Até hoje, houve 800 casos de corrupção comprovada, julgada e
condenada. Mas ninguém está preso. Tudo bem, enquanto a Lei
continuar paralítica, teremos de assistir a esta "féerie", esta
apoteose de ladrões, velhacos, ratoneiros, chupistas e assassinos em
geral. Mas é uma pena que tudo isso aconteça sem um toque de "savoir
faire", sem "glamour", sem "wit"; só nos exibem desculpas
vagabundas, sem respeito por nossa inteligência.
E o pior é que, além dos bons e velhos ladrões políticos de sempre,
há uma profusão de novos corruptos. Agora temos o espetáculo dos
pelegos em ascensão, com bigodeiras tétricas, boçais, famintos,
querendo comer os bens dos burgueses que antes condenavam. Acho que
nossa endêmica corrupção está precisando de um banho de loja, de
aulas de etiqueta, de "finesse".
Ah, que saudades dos bons e velhos corruptos d’antanho... Foram
semeados na Colônia, amanhados no Império, desabrochados na
República. Eram tradição cultural.

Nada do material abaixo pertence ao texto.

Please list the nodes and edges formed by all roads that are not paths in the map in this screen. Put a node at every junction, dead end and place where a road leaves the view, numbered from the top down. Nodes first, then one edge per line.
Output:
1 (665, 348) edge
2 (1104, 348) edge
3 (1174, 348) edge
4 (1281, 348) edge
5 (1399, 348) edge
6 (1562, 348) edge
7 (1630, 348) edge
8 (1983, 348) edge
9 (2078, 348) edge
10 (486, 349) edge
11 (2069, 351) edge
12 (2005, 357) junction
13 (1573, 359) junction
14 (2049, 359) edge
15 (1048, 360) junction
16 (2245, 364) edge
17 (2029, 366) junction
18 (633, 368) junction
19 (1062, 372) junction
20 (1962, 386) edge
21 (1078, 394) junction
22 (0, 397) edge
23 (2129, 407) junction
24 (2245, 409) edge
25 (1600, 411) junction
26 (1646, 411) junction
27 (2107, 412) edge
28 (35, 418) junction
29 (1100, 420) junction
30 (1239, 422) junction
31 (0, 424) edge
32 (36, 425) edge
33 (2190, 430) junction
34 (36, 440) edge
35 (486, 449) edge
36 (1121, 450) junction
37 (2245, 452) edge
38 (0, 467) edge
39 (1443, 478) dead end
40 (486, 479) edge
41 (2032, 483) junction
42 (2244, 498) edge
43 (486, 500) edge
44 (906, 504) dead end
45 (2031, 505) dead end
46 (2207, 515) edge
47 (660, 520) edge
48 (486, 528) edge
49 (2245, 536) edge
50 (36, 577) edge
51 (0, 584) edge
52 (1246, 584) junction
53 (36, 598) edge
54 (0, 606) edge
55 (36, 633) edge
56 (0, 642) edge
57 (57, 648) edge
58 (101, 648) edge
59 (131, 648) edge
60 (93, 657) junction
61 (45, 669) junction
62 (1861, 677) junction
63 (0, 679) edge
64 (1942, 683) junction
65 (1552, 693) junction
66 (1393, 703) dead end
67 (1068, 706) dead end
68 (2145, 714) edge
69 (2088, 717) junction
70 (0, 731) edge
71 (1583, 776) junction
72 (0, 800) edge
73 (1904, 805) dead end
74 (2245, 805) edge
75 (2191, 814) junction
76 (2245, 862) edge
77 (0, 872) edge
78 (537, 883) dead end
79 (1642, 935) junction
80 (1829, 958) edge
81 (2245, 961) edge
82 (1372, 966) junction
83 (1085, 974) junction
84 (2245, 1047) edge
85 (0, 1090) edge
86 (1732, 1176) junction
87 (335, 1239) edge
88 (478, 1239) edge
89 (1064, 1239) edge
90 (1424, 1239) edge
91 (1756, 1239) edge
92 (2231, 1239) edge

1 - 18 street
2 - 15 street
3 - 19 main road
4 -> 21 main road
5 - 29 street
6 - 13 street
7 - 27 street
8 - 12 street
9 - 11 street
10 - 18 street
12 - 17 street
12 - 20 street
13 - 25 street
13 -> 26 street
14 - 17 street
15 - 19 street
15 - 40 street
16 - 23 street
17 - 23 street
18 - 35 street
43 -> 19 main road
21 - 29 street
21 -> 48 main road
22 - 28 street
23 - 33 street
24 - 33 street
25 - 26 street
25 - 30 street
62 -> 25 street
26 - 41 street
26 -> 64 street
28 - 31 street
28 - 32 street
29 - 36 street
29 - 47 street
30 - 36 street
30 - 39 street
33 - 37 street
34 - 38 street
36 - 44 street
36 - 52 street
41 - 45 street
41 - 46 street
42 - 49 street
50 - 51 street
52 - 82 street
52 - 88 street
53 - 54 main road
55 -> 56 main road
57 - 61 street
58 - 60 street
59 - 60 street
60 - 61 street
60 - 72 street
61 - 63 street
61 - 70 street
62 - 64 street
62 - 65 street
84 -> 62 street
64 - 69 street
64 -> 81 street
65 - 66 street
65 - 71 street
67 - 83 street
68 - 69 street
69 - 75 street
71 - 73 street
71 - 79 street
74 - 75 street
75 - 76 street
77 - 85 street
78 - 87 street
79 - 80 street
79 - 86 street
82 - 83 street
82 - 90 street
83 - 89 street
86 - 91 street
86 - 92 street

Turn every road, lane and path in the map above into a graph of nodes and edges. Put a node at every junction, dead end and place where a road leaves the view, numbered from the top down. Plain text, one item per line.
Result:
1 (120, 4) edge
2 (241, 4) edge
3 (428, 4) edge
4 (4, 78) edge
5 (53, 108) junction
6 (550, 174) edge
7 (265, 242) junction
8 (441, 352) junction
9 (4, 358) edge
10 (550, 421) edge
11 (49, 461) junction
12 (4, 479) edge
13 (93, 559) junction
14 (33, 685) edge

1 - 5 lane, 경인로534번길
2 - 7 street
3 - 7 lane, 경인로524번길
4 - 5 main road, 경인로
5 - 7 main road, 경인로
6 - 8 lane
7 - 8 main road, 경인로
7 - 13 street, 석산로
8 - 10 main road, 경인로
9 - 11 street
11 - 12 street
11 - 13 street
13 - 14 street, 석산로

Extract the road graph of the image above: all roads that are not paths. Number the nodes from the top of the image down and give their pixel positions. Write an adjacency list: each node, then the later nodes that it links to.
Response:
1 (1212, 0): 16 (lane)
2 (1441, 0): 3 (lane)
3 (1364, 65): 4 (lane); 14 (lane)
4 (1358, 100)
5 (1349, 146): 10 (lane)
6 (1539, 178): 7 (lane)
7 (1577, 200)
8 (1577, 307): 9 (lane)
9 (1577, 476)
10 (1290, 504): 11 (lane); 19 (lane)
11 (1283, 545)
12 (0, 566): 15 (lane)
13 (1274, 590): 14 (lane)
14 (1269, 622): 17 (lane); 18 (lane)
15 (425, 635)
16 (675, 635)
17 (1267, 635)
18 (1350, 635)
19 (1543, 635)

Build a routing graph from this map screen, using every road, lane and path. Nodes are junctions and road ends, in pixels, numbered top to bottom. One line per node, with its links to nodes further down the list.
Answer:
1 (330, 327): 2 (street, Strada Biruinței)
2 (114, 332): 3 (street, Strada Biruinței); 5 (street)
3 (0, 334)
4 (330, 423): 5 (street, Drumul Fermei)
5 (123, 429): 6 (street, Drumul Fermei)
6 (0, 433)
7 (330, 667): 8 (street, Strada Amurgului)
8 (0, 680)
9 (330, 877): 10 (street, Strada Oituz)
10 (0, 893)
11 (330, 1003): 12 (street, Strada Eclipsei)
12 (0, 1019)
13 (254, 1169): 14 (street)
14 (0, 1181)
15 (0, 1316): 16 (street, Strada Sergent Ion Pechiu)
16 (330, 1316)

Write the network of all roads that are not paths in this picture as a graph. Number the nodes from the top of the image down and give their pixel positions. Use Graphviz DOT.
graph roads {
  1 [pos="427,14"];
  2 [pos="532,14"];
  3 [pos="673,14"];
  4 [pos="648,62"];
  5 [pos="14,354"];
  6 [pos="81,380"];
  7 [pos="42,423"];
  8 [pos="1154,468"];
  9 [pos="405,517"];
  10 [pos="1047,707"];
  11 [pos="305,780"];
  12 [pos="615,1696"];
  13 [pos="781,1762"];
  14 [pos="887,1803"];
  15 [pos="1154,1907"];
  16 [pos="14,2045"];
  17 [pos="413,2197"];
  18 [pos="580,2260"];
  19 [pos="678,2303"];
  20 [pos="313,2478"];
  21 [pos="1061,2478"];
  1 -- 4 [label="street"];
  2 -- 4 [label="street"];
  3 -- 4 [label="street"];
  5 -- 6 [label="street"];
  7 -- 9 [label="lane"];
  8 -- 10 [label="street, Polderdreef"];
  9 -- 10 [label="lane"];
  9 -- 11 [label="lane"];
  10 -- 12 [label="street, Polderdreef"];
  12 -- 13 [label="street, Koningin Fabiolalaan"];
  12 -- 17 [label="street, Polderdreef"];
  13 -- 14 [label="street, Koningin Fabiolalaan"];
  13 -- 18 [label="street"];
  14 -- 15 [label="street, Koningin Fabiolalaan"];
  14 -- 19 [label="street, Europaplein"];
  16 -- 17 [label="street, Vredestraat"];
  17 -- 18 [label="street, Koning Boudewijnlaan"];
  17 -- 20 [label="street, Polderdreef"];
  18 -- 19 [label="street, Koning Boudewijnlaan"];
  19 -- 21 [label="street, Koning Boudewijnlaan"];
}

Eles tinham um traço fundamental:
a pose. O importante não era ser honesto; era parecer honesto. A
coisa mais grave que aconteceu no Brasil foi a desmoralização da
política.
O fim da pose. Nem falo do desrespeito pela verdade, pois a verdade
ninguém sabe o que é, mas a desmoralização da mentira. Essa raça não
tem respeito nem pela mentira.
Eles não têm a mínima noção da "poética da corrupção", não têm
postura, não têm oratória, não se cuidam, vestem-se mal, nos chocam
com suas carantonhas.
Falta a esses neo-corruptos a capacidade de ocultar suas perversões,
se atiram aos roubos com uma fome desabusada, sem dissimulações. São
cheques falsos, assinaturas mal forjadas, desculpas esfarrapadas.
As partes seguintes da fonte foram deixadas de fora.